DATA:

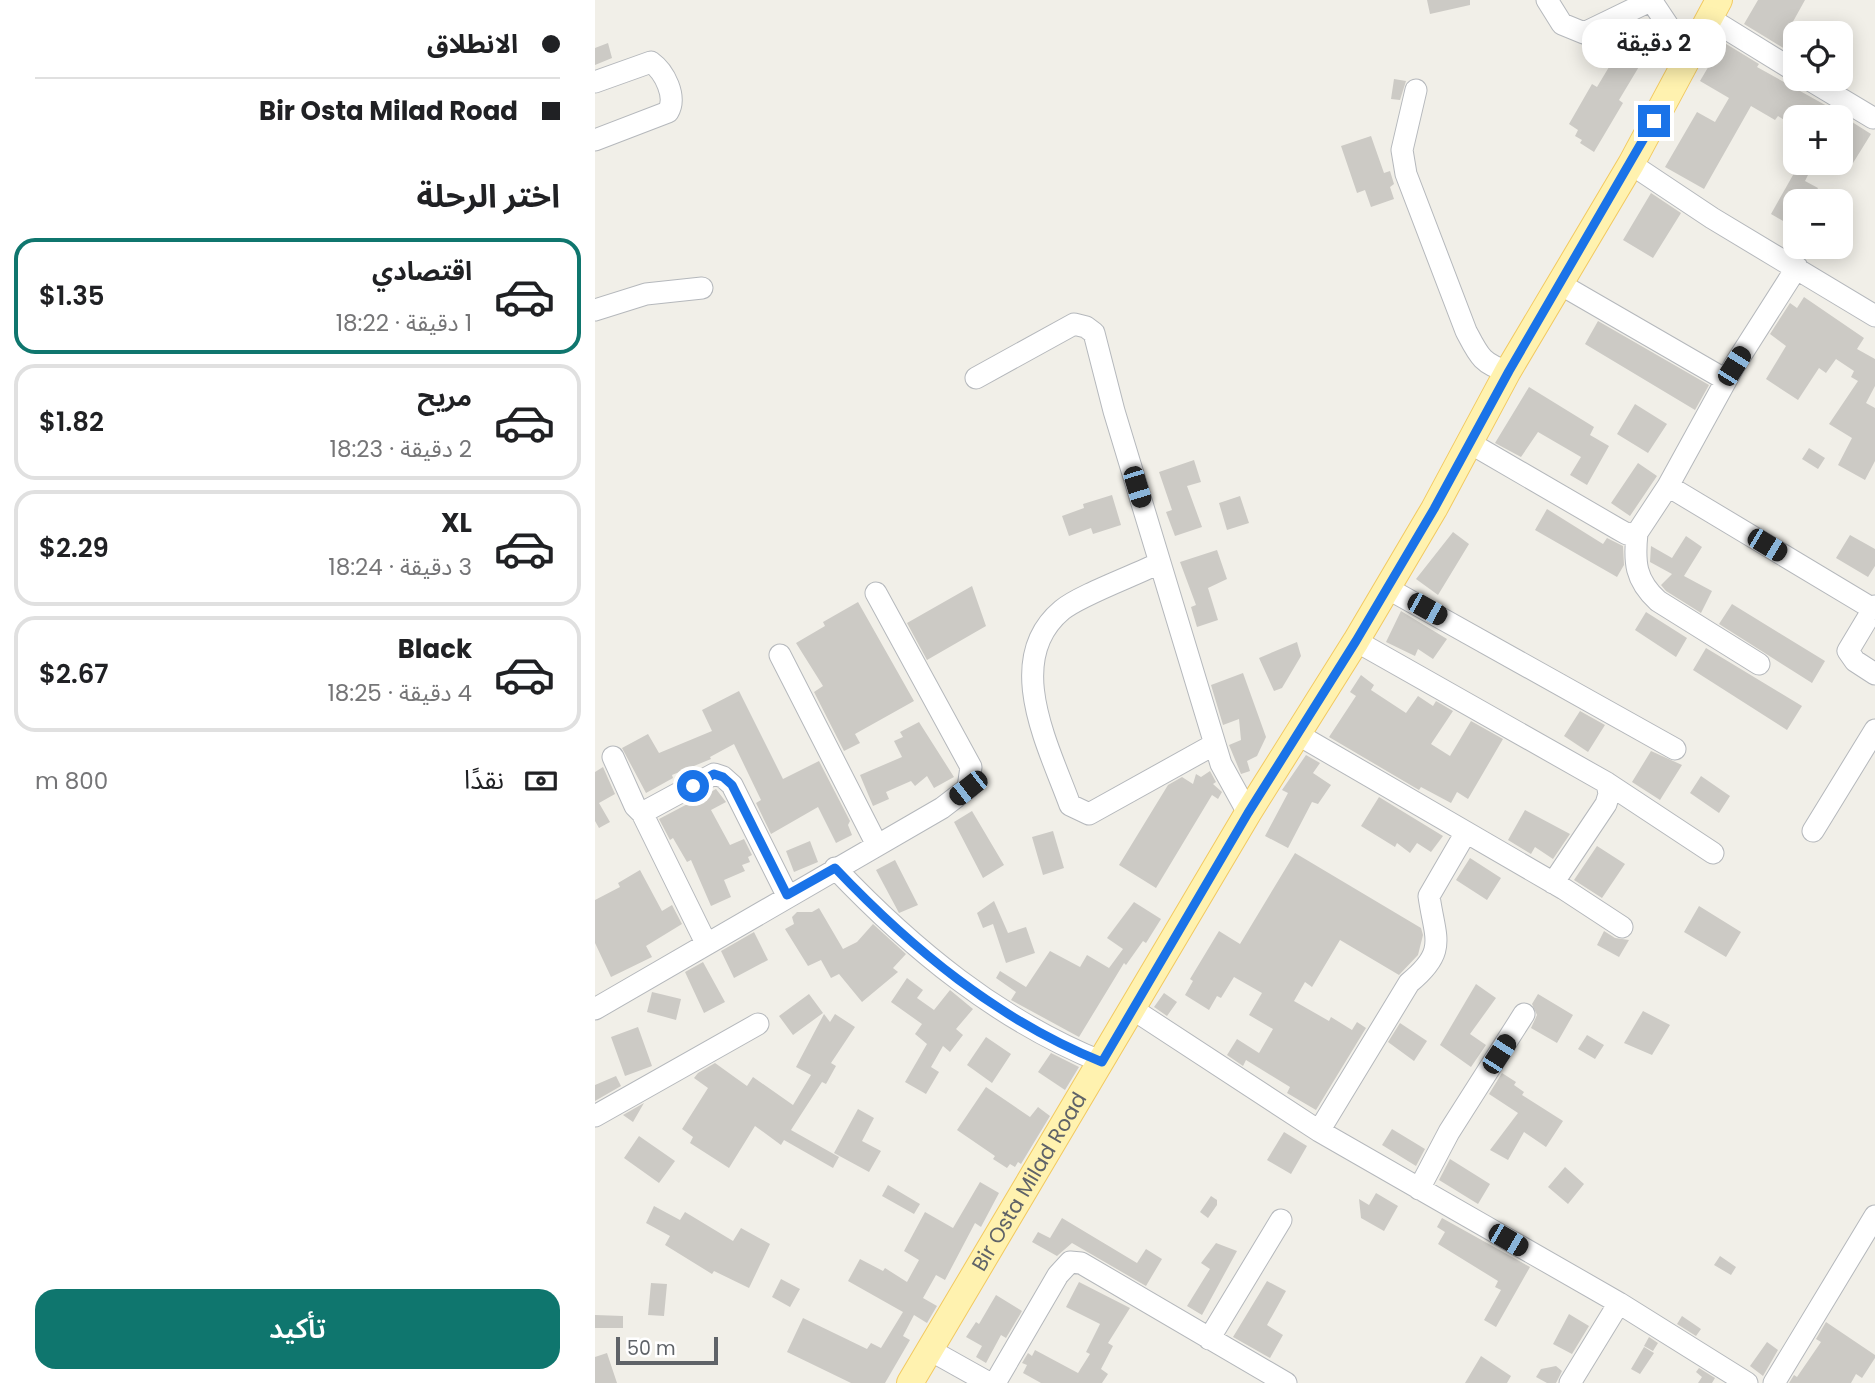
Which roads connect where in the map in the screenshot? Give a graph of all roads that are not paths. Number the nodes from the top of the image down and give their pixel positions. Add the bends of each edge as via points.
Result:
1 (1548, 0) edge
2 (1652, 0) edge
3 (1714, 9) edge
4 (1689, 57) junction
5 (1783, 62) edge
6 (595, 82) edge
7 (1416, 90) dead end
8 (1828, 91) edge
9 (1873, 118) dead end
10 (595, 140) edge
11 (1631, 164) junction
12 (1797, 267) junction
13 (1560, 284) junction
14 (702, 288) dead end
15 (595, 310) edge
16 (1875, 316) edge
17 (1509, 371) junction
18 (976, 378) dead end
19 (1726, 380) junction
20 (1470, 443) junction
21 (1668, 486) junction
22 (1637, 533) junction
23 (1159, 563) junction
24 (1387, 588) junction
25 (876, 593) dead end
26 (1874, 607) edge
27 (1356, 641) junction
28 (780, 655) dead end
29 (1759, 664) dead end
30 (1875, 674) edge
31 (1875, 730) edge
32 (1297, 734) junction
33 (1215, 744) junction
34 (1675, 749) dead end
35 (613, 757) dead end
36 (1607, 783) junction
37 (642, 813) junction
38 (1248, 813) junction
39 (1812, 831) dead end
40 (1465, 834) junction
41 (877, 845) junction
42 (1713, 853) dead end
43 (835, 868) junction
44 (1553, 883) junction
45 (787, 895) junction
46 (1622, 927) dead end
47 (706, 943) junction
48 (598, 1000) edge
49 (1134, 1010) junction
50 (1524, 1014) dead end
51 (758, 1024) dead end
52 (1102, 1062) junction
53 (595, 1116) edge
54 (1319, 1131) junction
55 (1419, 1189) junction
56 (1875, 1216) edge
57 (1281, 1220) dead end
58 (1619, 1303) junction
59 (1209, 1339) junction
60 (930, 1350) junction
61 (911, 1383) edge
62 (989, 1383) edge
63 (995, 1383) edge
64 (1286, 1383) edge
65 (1570, 1383) edge
66 (1747, 1383) edge
67 (1774, 1383) edge

1 - 2 street via 1562,24 1584,33
2 - 4 street
3 - 4 main road, Bir Osta Milad Road
3 - 5 street
4 - 11 main road, Bir Osta Milad Road
6 - 10 street via 651,62 672,94 672,104 668,112
7 - 17 street via 1402,150 1406,174 1478,354 1491,367
8 - 9 street
11 - 12 street
11 - 13 main road, Bir Osta Milad Road
12 - 16 street
12 - 19 street
13 - 17 main road, Bir Osta Milad Road
13 - 19 street
14 - 15 street via 646,294
17 - 20 main road, Bir Osta Milad Road
18 - 23 street via 1074,324 1094,333
19 - 21 street
20 - 22 street via 1618,530
20 - 24 main road, Bir Osta Milad Road
21 - 22 street
21 - 26 street
22 - 29 street via 1634,562 1645,589
23 - 33 street
23 - 33 street via 1063,609 1041,633 1035,657 1034,703 1070,805 1089,814
24 - 27 main road, Bir Osta Milad Road
24 - 34 street
25 - 41 street via 971,767 968,788
26 - 30 street via 1848,651 1855,662
27 - 32 main road, Bir Osta Milad Road
27 - 36 street
28 - 41 street
31 - 39 street
32 - 38 main road, Bir Osta Milad Road
32 - 40 street
33 - 38 street via 1233,791
35 - 37 street
36 - 42 street
36 - 44 street via 1606,804
37 - 45 street via 714,774 723,777 732,785
37 - 47 street
38 - 49 main road, Bir Osta Milad Road
40 - 44 street
40 - 54 street via 1429,896 1438,931 1433,958 1409,983
41 - 43 street
43 - 45 street
43 - 52 street via 904,936 979,995 1059,1043
44 - 46 street
45 - 47 street
47 - 48 street
49 - 52 main road, Bir Osta Milad Road
49 - 54 street
50 - 55 street via 1449,1132
51 - 53 street
52 - 60 main road, Bir Osta Milad Road
54 - 55 street
55 - 58 street
56 - 67 street
57 - 59 street
58 - 65 street
58 - 66 street
59 - 63 street via 1081,1263 1070,1262
59 - 64 street
60 - 61 main road, Bir Osta Milad Road
60 - 62 street

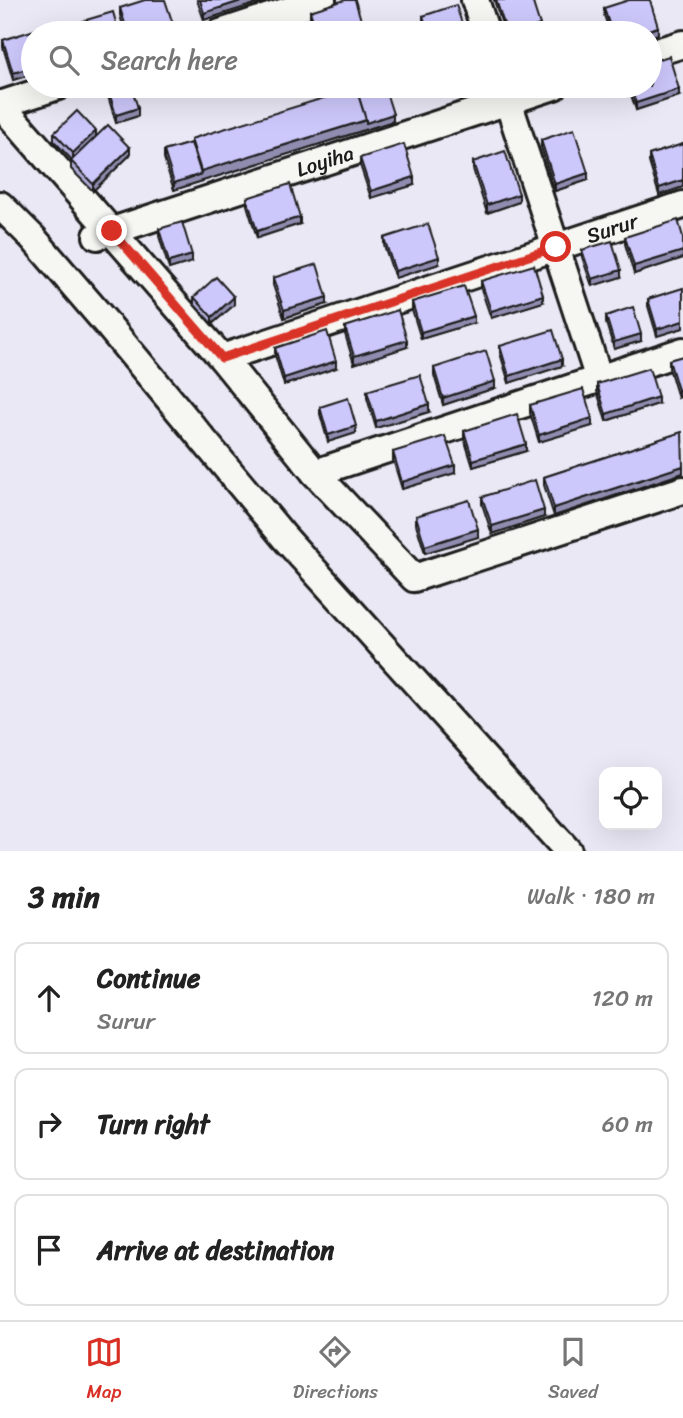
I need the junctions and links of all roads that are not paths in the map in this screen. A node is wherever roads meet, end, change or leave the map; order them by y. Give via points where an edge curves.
1 (322, 0) edge
2 (475, 0) edge
3 (257, 21) edge
4 (482, 21) edge
5 (683, 44) edge
6 (662, 50) edge
7 (21, 98) edge
8 (492, 98) edge
9 (508, 98) edge
10 (0, 105) edge
11 (0, 205) edge
12 (683, 205) edge
13 (103, 234) junction
14 (556, 247) junction
15 (683, 351) edge
16 (222, 358) junction
17 (599, 379) junction
18 (315, 473) junction
19 (683, 489) edge
20 (568, 851) edge

1 - 3 street
2 - 4 street
5 - 6 street
7 - 10 street
8 - 13 street, Loyiha
9 - 14 street
10 - 13 street
11 - 20 street via 99,314 284,537
12 - 14 street, Surur
13 - 16 street
14 - 16 street, Surur
14 - 17 street
15 - 17 street
16 - 18 street
17 - 18 street
18 - 19 street via 414,578

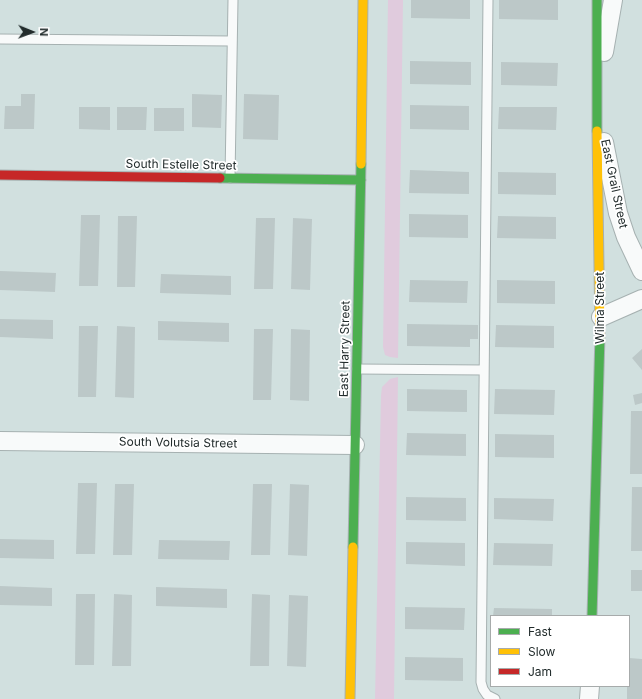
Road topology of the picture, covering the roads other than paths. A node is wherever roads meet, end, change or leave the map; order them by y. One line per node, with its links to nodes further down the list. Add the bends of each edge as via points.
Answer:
1 (233, 0): 7 (lane)
2 (363, 0): 11 (street, East Harry Street)
3 (488, 0): 16 (lane)
4 (597, 0): 8 (street, Wilma Street)
5 (613, 0): 8 (street, East Grail Street)
6 (0, 39): 7 (lane)
7 (232, 41): 10 (lane)
8 (596, 93): 12 (street, East Grail Street, via 618,213); 14 (street, Wilma Street)
9 (0, 175): 10 (street, South Estelle Street)
10 (230, 178): 11 (street, South Estelle Street)
11 (361, 180): 15 (street, East Harry Street)
12 (642, 271)
13 (642, 299): 14 (street)
14 (601, 317): 19 (street, Wilma Street)
15 (357, 369): 16 (lane); 18 (street, East Harry Street)
16 (484, 370): 22 (lane, via 481,682 487,695)
17 (0, 441): 18 (street, South Volutsia Street)
18 (355, 445): 21 (street, East Harry Street)
19 (592, 615)
20 (590, 687): 23 (street)
21 (350, 699)
22 (495, 699)
23 (589, 699)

WORK INSTRUCTION: Your answer must consist only of the lines from the one containing "Road topology of" through the last line of the data above, both included, exactly as written.

RESULT OF THE TASK:
Road topology of the picture, covering the roads other than paths. A node is wherever roads meet, end, change or leave the map; order them by y. One line per node, with its links to nodes further down the list. Add the bends of each edge as via points.
Answer:
1 (233, 0): 7 (lane)
2 (363, 0): 11 (street, East Harry Street)
3 (488, 0): 16 (lane)
4 (597, 0): 8 (street, Wilma Street)
5 (613, 0): 8 (street, East Grail Street)
6 (0, 39): 7 (lane)
7 (232, 41): 10 (lane)
8 (596, 93): 12 (street, East Grail Street, via 618,213); 14 (street, Wilma Street)
9 (0, 175): 10 (street, South Estelle Street)
10 (230, 178): 11 (street, South Estelle Street)
11 (361, 180): 15 (street, East Harry Street)
12 (642, 271)
13 (642, 299): 14 (street)
14 (601, 317): 19 (street, Wilma Street)
15 (357, 369): 16 (lane); 18 (street, East Harry Street)
16 (484, 370): 22 (lane, via 481,682 487,695)
17 (0, 441): 18 (street, South Volutsia Street)
18 (355, 445): 21 (street, East Harry Street)
19 (592, 615)
20 (590, 687): 23 (street)
21 (350, 699)
22 (495, 699)
23 (589, 699)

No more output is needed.